> Work item
Repeat each entry word for word. Leave any images out of the copy.

> Information shown
◇ ◇ ◇
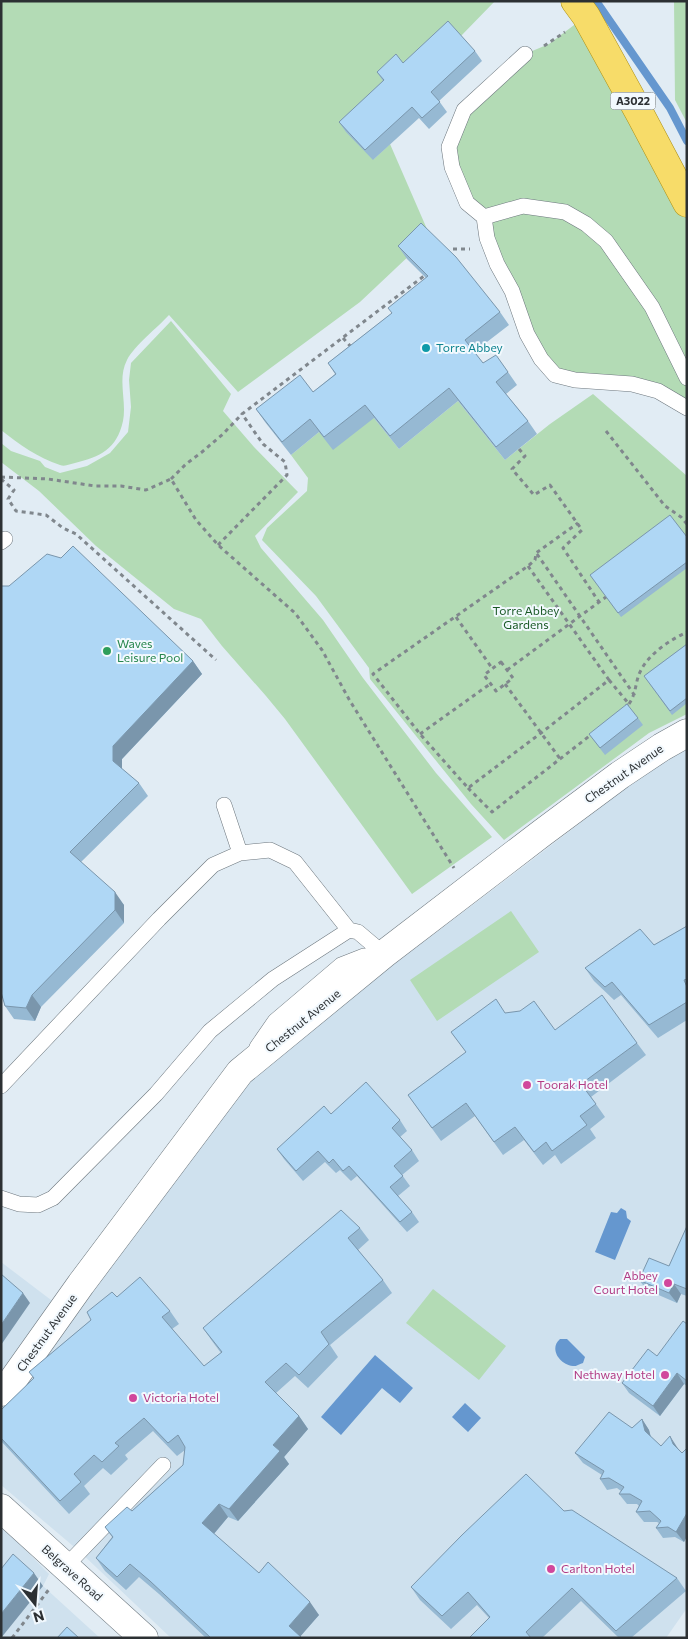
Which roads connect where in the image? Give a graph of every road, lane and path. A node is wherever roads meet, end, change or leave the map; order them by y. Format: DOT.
graph roads {
  1 [pos="580,9"];
  2 [pos="524,54"];
  3 [pos="687,203"];
  4 [pos="484,217"];
  5 [pos="424,276"];
  6 [pos="343,338"];
  7 [pos="355,351"];
  8 [pos="687,378"];
  9 [pos="687,408"];
  10 [pos="242,414"];
  11 [pos="606,431"];
  12 [pos="519,449"];
  13 [pos="1,478"];
  14 [pos="171,479"];
  15 [pos="578,523"];
  16 [pos="687,524"];
  17 [pos="218,545"];
  18 [pos="536,553"];
  19 [pos="528,566"];
  20 [pos="606,597"];
  21 [pos="599,602"];
  22 [pos="581,615"];
  23 [pos="456,617"];
  24 [pos="569,624"];
  25 [pos="687,632"];
  26 [pos="216,660"];
  27 [pos="492,668"];
  28 [pos="507,670"];
  29 [pos="610,680"];
  30 [pos="490,684"];
  31 [pos="505,684"];
  32 [pos="635,696"];
  33 [pos="629,704"];
  34 [pos="622,710"];
  35 [pos="599,729"];
  36 [pos="420,734"];
  37 [pos="541,734"];
  38 [pos="687,734"];
  39 [pos="561,760"];
  40 [pos="468,788"];
  41 [pos="224,804"];
  42 [pos="240,853"];
  43 [pos="468,889"];
  44 [pos="348,930"];
  45 [pos="384,954"];
  46 [pos="240,1072"];
  47 [pos="1,1086"];
  48 [pos="1,1198"];
  49 [pos="1,1392"];
  50 [pos="163,1465"];
  51 [pos="1,1508"];
  52 [pos="65,1567"];
  53 [pos="12,1638"];
  54 [pos="144,1638"];
  1 -- 2 [label="path"];
  1 -- 3 [label="main road, A3022"];
  2 -- 4 [label="lane"];
  4 -- 8 [label="lane"];
  4 -- 9 [label="lane"];
  5 -- 6 [label="path"];
  6 -- 7 [label="path"];
  6 -- 10 [label="path"];
  10 -- 14 [label="path"];
  10 -- 17 [label="path"];
  11 -- 16 [label="path"];
  12 -- 15 [label="path"];
  13 -- 14 [label="path"];
  13 -- 26 [label="path"];
  14 -- 17 [label="path"];
  15 -- 18 [label="path"];
  15 -- 21 [label="path"];
  17 -- 43 [label="path"];
  18 -- 19 [label="path"];
  18 -- 22 [label="path"];
  19 -- 23 [label="path"];
  19 -- 24 [label="path"];
  20 -- 21 [label="path"];
  21 -- 22 [label="path"];
  22 -- 24 [label="path"];
  22 -- 32 [label="path"];
  23 -- 27 [label="path"];
  23 -- 36 [label="path"];
  24 -- 28 [label="path"];
  24 -- 29 [label="path"];
  25 -- 32 [label="path"];
  27 -- 28 [label="path"];
  27 -- 30 [label="path"];
  28 -- 31 [label="path"];
  29 -- 33 [label="path"];
  29 -- 37 [label="path"];
  30 -- 31 [label="path"];
  30 -- 36 [label="path"];
  31 -- 37 [label="path"];
  32 -- 33 [label="path"];
  33 -- 34 [label="path"];
  35 -- 39 [label="path"];
  36 -- 40 [label="path"];
  37 -- 39 [label="path"];
  37 -- 40 [label="path"];
  38 -- 43 [label="street, Chestnut Avenue"];
  39 -- 40 [label="path"];
  41 -- 42 [label="lane"];
  42 -- 44 [label="lane"];
  42 -- 47 [label="lane"];
  43 -- 45 [label="street, Chestnut Avenue"];
  44 -- 45 [label="lane"];
  44 -- 48 [label="lane"];
  45 -- 46 [label="street, Chestnut Avenue"];
  45 -- 46 [label="lane"];
  46 -- 49 [label="street, Chestnut Avenue"];
  50 -- 52 [label="lane"];
  51 -- 52 [label="street, Belgrave Road"];
  52 -- 53 [label="path"];
  52 -- 54 [label="street, Belgrave Road"];
}
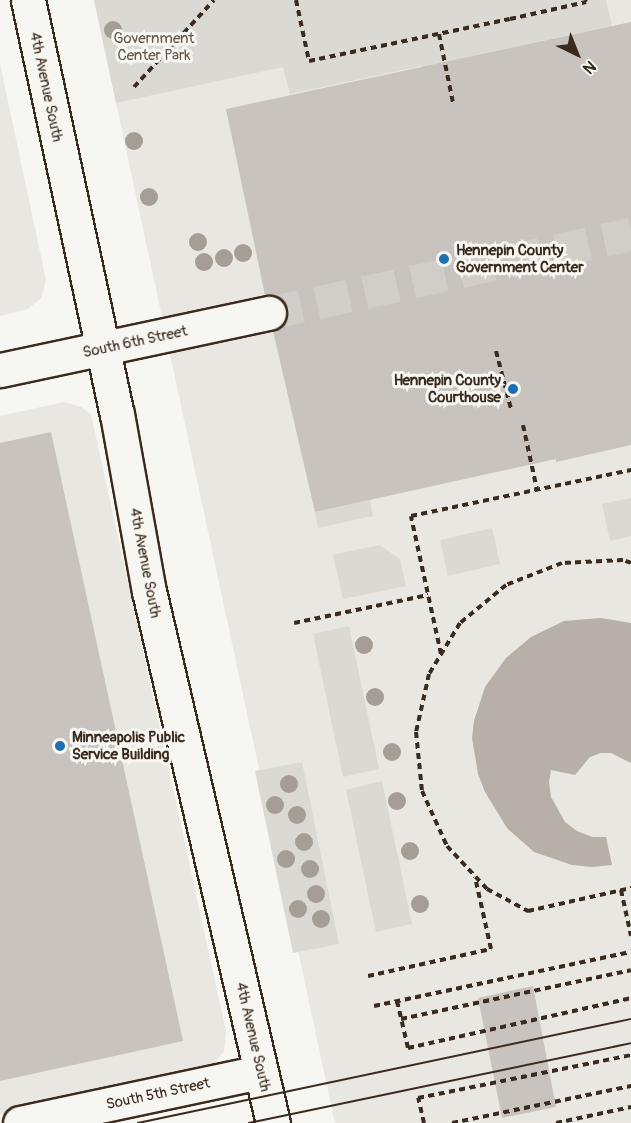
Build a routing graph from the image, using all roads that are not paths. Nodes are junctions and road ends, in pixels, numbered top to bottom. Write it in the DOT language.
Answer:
graph roads {
  1 [pos="28,0"];
  2 [pos="269,313"];
  3 [pos="103,349"];
  4 [pos="0,370"];
  5 [pos="260,1072"];
  6 [pos="20,1123"];
  7 [pos="273,1123"];
  1 -- 3 [label="main road, 4th Avenue South"];
  2 -- 3 [label="main road, South 6th Street"];
  3 -- 4 [label="main road, South 6th Street"];
  3 -- 5 [label="main road, 4th Avenue South"];
  5 -- 6 [label="main road, South 5th Street"];
  5 -- 7 [label="main road, 4th Avenue South"];
}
◇ ◇ ◇
> Reply
Which roads connect where in the image? Give a graph of every road, lane and path. A node is wherever roads meet, end, change or leave the map; order them by y. Format: DOT.
graph roads {
  1 [pos="580,9"];
  2 [pos="524,54"];
  3 [pos="687,203"];
  4 [pos="484,217"];
  5 [pos="424,276"];
  6 [pos="343,338"];
  7 [pos="355,351"];
  8 [pos="687,378"];
  9 [pos="687,408"];
  10 [pos="242,414"];
  11 [pos="606,431"];
  12 [pos="519,449"];
  13 [pos="1,478"];
  14 [pos="171,479"];
  15 [pos="578,523"];
  16 [pos="687,524"];
  17 [pos="218,545"];
  18 [pos="536,553"];
  19 [pos="528,566"];
  20 [pos="606,597"];
  21 [pos="599,602"];
  22 [pos="581,615"];
  23 [pos="456,617"];
  24 [pos="569,624"];
  25 [pos="687,632"];
  26 [pos="216,660"];
  27 [pos="492,668"];
  28 [pos="507,670"];
  29 [pos="610,680"];
  30 [pos="490,684"];
  31 [pos="505,684"];
  32 [pos="635,696"];
  33 [pos="629,704"];
  34 [pos="622,710"];
  35 [pos="599,729"];
  36 [pos="420,734"];
  37 [pos="541,734"];
  38 [pos="687,734"];
  39 [pos="561,760"];
  40 [pos="468,788"];
  41 [pos="224,804"];
  42 [pos="240,853"];
  43 [pos="468,889"];
  44 [pos="348,930"];
  45 [pos="384,954"];
  46 [pos="240,1072"];
  47 [pos="1,1086"];
  48 [pos="1,1198"];
  49 [pos="1,1392"];
  50 [pos="163,1465"];
  51 [pos="1,1508"];
  52 [pos="65,1567"];
  53 [pos="12,1638"];
  54 [pos="144,1638"];
  1 -- 2 [label="path"];
  1 -- 3 [label="main road, A3022"];
  2 -- 4 [label="lane"];
  4 -- 8 [label="lane"];
  4 -- 9 [label="lane"];
  5 -- 6 [label="path"];
  6 -- 7 [label="path"];
  6 -- 10 [label="path"];
  10 -- 14 [label="path"];
  10 -- 17 [label="path"];
  11 -- 16 [label="path"];
  12 -- 15 [label="path"];
  13 -- 14 [label="path"];
  13 -- 26 [label="path"];
  14 -- 17 [label="path"];
  15 -- 18 [label="path"];
  15 -- 21 [label="path"];
  17 -- 43 [label="path"];
  18 -- 19 [label="path"];
  18 -- 22 [label="path"];
  19 -- 23 [label="path"];
  19 -- 24 [label="path"];
  20 -- 21 [label="path"];
  21 -- 22 [label="path"];
  22 -- 24 [label="path"];
  22 -- 32 [label="path"];
  23 -- 27 [label="path"];
  23 -- 36 [label="path"];
  24 -- 28 [label="path"];
  24 -- 29 [label="path"];
  25 -- 32 [label="path"];
  27 -- 28 [label="path"];
  27 -- 30 [label="path"];
  28 -- 31 [label="path"];
  29 -- 33 [label="path"];
  29 -- 37 [label="path"];
  30 -- 31 [label="path"];
  30 -- 36 [label="path"];
  31 -- 37 [label="path"];
  32 -- 33 [label="path"];
  33 -- 34 [label="path"];
  35 -- 39 [label="path"];
  36 -- 40 [label="path"];
  37 -- 39 [label="path"];
  37 -- 40 [label="path"];
  38 -- 43 [label="street, Chestnut Avenue"];
  39 -- 40 [label="path"];
  41 -- 42 [label="lane"];
  42 -- 44 [label="lane"];
  42 -- 47 [label="lane"];
  43 -- 45 [label="street, Chestnut Avenue"];
  44 -- 45 [label="lane"];
  44 -- 48 [label="lane"];
  45 -- 46 [label="street, Chestnut Avenue"];
  45 -- 46 [label="lane"];
  46 -- 49 [label="street, Chestnut Avenue"];
  50 -- 52 [label="lane"];
  51 -- 52 [label="street, Belgrave Road"];
  52 -- 53 [label="path"];
  52 -- 54 [label="street, Belgrave Road"];
}
Build a routing graph from the image, using all roads that are not paths. Nodes are junctions and road ends, in pixels, numbered top to bottom. Write it in the DOT language.
Answer:
graph roads {
  1 [pos="28,0"];
  2 [pos="269,313"];
  3 [pos="103,349"];
  4 [pos="0,370"];
  5 [pos="260,1072"];
  6 [pos="20,1123"];
  7 [pos="273,1123"];
  1 -- 3 [label="main road, 4th Avenue South"];
  2 -- 3 [label="main road, South 6th Street"];
  3 -- 4 [label="main road, South 6th Street"];
  3 -- 5 [label="main road, 4th Avenue South"];
  5 -- 6 [label="main road, South 5th Street"];
  5 -- 7 [label="main road, 4th Avenue South"];
}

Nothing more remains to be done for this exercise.